### SUPPLIED ENTRIES
•••••
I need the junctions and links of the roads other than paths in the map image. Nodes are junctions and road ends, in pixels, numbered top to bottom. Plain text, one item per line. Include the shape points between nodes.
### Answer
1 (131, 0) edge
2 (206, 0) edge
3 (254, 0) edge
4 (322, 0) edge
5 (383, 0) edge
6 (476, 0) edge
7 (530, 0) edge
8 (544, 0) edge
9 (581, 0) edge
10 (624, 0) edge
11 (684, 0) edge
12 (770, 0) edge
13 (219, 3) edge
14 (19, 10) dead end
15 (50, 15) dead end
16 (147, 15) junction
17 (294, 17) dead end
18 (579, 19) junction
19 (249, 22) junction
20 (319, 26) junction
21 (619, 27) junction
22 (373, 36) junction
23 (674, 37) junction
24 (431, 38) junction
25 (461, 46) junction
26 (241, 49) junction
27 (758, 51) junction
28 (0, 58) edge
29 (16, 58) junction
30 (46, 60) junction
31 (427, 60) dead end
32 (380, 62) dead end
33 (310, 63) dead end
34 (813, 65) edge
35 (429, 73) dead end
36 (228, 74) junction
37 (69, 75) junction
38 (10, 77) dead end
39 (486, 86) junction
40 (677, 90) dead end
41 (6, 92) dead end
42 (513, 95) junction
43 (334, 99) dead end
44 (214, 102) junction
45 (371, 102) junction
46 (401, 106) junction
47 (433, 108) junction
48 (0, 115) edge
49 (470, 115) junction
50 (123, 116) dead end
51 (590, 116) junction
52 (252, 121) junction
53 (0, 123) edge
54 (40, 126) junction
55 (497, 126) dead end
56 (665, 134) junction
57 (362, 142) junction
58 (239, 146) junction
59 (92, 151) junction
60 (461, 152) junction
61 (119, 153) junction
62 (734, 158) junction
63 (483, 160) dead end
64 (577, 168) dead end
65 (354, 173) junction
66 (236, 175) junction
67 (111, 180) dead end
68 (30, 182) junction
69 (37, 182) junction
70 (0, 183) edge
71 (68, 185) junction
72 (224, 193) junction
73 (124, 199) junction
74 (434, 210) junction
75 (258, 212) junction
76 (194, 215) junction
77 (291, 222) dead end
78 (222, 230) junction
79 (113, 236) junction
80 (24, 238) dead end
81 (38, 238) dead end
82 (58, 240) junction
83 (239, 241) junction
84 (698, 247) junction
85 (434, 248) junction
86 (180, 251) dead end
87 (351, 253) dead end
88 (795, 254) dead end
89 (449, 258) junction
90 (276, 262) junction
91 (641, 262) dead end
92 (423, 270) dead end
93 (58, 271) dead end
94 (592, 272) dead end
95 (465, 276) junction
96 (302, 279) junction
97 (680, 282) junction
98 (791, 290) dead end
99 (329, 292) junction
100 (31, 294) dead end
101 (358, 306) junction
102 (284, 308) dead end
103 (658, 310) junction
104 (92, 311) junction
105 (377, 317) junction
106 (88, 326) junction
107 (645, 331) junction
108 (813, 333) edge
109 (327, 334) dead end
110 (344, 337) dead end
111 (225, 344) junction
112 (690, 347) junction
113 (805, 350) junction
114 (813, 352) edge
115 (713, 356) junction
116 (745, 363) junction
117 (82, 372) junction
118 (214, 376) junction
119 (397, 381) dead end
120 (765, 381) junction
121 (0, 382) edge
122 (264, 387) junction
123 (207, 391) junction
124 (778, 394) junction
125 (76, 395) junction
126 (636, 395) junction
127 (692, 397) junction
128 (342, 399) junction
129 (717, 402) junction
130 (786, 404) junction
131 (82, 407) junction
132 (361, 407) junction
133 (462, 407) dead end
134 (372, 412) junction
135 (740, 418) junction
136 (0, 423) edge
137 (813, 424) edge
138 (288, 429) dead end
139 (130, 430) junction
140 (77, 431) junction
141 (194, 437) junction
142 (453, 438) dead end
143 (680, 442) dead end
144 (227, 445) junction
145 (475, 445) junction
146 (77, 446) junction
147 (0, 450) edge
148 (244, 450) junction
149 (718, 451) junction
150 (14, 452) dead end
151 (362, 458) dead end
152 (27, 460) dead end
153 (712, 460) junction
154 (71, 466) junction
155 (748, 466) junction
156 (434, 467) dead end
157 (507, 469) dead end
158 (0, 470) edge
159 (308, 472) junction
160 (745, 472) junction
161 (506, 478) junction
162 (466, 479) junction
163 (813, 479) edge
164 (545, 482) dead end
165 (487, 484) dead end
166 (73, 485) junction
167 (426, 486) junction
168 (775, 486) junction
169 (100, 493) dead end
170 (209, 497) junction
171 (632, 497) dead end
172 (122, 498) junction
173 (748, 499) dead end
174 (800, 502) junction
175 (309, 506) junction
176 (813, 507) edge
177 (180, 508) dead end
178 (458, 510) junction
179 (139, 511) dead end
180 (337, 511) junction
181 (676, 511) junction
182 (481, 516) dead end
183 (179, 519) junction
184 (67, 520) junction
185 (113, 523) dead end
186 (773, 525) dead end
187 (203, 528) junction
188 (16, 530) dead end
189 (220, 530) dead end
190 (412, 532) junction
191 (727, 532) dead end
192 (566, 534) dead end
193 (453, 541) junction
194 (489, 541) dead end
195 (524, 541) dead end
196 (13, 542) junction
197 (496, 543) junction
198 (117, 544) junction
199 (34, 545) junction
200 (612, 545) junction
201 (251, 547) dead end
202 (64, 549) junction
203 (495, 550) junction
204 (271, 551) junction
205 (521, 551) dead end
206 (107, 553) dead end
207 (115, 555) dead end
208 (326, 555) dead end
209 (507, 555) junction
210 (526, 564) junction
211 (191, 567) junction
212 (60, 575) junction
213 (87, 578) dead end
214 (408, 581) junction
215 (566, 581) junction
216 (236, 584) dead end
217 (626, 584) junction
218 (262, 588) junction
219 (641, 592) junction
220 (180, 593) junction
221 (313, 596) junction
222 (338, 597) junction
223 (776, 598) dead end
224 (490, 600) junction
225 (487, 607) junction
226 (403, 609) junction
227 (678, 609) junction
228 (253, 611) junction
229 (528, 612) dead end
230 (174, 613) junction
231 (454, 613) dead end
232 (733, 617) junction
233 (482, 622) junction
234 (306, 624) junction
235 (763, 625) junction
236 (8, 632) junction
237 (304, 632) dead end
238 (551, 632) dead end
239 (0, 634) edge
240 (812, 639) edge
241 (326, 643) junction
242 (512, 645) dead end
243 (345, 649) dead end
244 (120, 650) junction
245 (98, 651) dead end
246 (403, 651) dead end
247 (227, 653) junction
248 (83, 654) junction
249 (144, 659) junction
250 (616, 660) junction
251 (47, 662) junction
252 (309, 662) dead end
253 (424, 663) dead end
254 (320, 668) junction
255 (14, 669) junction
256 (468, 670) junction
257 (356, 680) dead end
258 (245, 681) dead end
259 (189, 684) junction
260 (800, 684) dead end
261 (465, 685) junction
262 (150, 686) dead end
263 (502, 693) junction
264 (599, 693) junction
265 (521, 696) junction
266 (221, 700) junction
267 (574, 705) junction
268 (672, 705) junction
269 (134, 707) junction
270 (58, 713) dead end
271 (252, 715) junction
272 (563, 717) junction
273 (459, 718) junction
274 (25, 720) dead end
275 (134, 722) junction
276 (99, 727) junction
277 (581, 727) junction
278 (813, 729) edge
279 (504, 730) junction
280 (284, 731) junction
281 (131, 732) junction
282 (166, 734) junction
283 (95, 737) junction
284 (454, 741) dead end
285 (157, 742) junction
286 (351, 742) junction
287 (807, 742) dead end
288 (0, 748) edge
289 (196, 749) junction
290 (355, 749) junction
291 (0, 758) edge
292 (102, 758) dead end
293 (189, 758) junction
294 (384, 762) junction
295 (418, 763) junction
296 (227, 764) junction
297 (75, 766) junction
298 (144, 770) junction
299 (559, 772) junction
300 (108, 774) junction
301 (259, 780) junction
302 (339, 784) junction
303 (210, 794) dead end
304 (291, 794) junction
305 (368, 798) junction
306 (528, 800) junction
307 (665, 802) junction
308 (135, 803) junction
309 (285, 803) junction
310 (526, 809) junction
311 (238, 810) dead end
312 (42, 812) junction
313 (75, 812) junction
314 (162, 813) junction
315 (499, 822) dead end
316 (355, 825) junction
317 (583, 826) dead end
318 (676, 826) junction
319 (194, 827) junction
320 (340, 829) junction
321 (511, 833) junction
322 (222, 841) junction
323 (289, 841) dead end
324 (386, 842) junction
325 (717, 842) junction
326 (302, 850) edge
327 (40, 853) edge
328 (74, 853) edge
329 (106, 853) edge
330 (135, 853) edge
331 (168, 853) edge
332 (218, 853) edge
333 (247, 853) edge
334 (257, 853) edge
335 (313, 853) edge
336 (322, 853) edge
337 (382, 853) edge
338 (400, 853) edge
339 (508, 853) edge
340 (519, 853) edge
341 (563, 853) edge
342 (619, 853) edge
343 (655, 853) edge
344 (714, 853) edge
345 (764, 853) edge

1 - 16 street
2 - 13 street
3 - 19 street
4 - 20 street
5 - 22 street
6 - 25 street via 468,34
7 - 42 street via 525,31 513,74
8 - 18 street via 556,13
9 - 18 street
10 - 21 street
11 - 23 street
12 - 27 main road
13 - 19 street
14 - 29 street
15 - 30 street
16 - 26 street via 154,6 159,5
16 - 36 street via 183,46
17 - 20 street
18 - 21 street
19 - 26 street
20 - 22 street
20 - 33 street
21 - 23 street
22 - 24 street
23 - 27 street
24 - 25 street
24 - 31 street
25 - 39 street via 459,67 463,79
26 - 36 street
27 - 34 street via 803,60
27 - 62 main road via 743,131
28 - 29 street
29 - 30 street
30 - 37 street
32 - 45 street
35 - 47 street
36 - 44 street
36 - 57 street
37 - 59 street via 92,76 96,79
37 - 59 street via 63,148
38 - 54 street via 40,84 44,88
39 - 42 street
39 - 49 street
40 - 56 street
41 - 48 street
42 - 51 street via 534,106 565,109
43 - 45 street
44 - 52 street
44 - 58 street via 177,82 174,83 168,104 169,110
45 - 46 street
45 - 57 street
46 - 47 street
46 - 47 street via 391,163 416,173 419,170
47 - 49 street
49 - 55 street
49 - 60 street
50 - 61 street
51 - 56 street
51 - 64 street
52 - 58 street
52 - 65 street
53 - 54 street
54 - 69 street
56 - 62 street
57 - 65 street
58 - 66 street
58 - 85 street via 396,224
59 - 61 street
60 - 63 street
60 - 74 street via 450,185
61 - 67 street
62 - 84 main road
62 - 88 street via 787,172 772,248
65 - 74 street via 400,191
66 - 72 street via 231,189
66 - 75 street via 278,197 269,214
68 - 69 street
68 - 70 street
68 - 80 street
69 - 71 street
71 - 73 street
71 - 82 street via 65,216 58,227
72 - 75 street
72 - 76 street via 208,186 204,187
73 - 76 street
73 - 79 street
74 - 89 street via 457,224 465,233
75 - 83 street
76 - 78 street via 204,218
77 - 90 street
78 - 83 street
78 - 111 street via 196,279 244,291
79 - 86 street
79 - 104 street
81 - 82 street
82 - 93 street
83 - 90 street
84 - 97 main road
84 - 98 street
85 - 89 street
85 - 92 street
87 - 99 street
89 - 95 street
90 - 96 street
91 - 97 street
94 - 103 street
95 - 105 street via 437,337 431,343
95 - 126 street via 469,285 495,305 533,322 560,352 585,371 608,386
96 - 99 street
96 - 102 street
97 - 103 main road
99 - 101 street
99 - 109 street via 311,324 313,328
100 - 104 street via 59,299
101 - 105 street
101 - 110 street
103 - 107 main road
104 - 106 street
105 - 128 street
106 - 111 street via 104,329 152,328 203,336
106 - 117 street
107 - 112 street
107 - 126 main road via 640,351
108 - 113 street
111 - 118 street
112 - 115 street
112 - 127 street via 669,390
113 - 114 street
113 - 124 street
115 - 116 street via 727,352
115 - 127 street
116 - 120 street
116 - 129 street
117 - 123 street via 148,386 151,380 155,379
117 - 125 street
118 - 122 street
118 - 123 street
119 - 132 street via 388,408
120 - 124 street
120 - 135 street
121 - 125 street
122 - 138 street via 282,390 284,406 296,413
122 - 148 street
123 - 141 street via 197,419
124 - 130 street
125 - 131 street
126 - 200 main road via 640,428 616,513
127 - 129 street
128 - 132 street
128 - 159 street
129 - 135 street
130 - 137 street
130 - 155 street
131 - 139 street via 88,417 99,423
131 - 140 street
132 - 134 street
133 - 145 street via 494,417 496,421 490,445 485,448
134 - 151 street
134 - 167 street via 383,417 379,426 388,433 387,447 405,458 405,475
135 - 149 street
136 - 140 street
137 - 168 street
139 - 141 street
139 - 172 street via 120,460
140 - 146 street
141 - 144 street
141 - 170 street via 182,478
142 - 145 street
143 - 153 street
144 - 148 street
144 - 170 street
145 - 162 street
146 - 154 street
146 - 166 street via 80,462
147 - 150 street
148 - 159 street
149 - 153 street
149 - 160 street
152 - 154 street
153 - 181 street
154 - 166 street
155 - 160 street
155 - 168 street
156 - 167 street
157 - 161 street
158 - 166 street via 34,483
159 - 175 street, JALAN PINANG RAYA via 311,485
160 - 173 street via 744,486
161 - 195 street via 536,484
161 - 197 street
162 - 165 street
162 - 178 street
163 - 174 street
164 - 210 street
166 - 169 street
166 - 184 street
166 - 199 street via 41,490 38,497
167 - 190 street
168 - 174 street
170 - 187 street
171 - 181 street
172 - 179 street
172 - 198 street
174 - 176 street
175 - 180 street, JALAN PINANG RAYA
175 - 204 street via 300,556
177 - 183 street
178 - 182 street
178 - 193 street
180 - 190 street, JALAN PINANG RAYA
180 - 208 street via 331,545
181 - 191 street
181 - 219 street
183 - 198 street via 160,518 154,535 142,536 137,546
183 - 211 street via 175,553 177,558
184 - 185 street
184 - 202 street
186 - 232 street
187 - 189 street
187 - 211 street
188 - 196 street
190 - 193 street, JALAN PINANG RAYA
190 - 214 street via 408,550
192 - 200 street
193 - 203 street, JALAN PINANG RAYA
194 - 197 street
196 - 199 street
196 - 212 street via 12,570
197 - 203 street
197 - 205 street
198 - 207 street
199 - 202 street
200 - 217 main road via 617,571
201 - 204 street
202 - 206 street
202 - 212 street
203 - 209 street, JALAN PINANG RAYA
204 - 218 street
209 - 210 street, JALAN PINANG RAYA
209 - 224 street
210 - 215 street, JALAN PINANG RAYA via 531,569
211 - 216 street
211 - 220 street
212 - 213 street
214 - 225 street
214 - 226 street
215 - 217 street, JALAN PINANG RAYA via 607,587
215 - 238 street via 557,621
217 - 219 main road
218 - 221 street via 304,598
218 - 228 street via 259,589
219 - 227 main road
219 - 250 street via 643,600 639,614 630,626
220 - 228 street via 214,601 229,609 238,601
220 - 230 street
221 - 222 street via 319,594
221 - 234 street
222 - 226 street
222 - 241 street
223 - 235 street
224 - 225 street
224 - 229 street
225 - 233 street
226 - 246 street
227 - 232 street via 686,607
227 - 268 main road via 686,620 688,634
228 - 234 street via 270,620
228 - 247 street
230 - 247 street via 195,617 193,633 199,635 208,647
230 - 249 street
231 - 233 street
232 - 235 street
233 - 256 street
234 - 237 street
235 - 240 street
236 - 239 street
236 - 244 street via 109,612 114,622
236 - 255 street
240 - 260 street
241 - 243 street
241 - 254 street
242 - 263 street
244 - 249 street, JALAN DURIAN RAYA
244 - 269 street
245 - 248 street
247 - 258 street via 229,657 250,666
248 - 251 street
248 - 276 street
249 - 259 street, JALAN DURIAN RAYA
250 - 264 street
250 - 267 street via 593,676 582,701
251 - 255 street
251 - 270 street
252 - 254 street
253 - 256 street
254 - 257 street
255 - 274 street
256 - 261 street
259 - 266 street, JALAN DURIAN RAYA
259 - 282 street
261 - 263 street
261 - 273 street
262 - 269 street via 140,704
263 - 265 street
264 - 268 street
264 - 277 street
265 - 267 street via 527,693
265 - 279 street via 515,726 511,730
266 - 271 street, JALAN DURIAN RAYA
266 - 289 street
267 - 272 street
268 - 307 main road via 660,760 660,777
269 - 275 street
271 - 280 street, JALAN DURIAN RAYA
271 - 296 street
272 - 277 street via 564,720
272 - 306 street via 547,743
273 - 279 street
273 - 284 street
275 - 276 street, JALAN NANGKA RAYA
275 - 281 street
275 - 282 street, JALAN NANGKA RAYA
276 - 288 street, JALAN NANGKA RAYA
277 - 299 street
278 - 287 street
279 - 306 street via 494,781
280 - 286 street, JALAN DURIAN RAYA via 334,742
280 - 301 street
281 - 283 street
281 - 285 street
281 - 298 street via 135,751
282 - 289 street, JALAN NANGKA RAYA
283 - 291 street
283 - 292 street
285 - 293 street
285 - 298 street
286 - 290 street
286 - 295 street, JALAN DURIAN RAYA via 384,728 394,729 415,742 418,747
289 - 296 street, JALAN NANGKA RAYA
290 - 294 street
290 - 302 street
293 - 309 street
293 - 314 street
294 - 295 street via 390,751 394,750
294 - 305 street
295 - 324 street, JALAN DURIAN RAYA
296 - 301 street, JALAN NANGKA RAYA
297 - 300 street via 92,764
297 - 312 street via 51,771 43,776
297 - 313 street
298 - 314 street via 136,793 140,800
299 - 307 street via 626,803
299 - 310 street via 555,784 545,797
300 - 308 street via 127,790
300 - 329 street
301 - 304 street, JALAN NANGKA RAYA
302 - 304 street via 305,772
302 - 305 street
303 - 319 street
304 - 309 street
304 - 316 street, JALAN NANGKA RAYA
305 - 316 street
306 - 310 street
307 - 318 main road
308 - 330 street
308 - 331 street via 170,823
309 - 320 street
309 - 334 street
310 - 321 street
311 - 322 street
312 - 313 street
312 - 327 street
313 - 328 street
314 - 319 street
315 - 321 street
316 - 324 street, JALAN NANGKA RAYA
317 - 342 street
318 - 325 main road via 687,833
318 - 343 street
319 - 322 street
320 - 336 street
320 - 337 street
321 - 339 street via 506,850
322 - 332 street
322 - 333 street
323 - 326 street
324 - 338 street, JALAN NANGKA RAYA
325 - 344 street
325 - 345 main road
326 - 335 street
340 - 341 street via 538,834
•••••
Across the entries above, how many lines include "DURIAN"? State only that number.

### TASK RESPONSE
8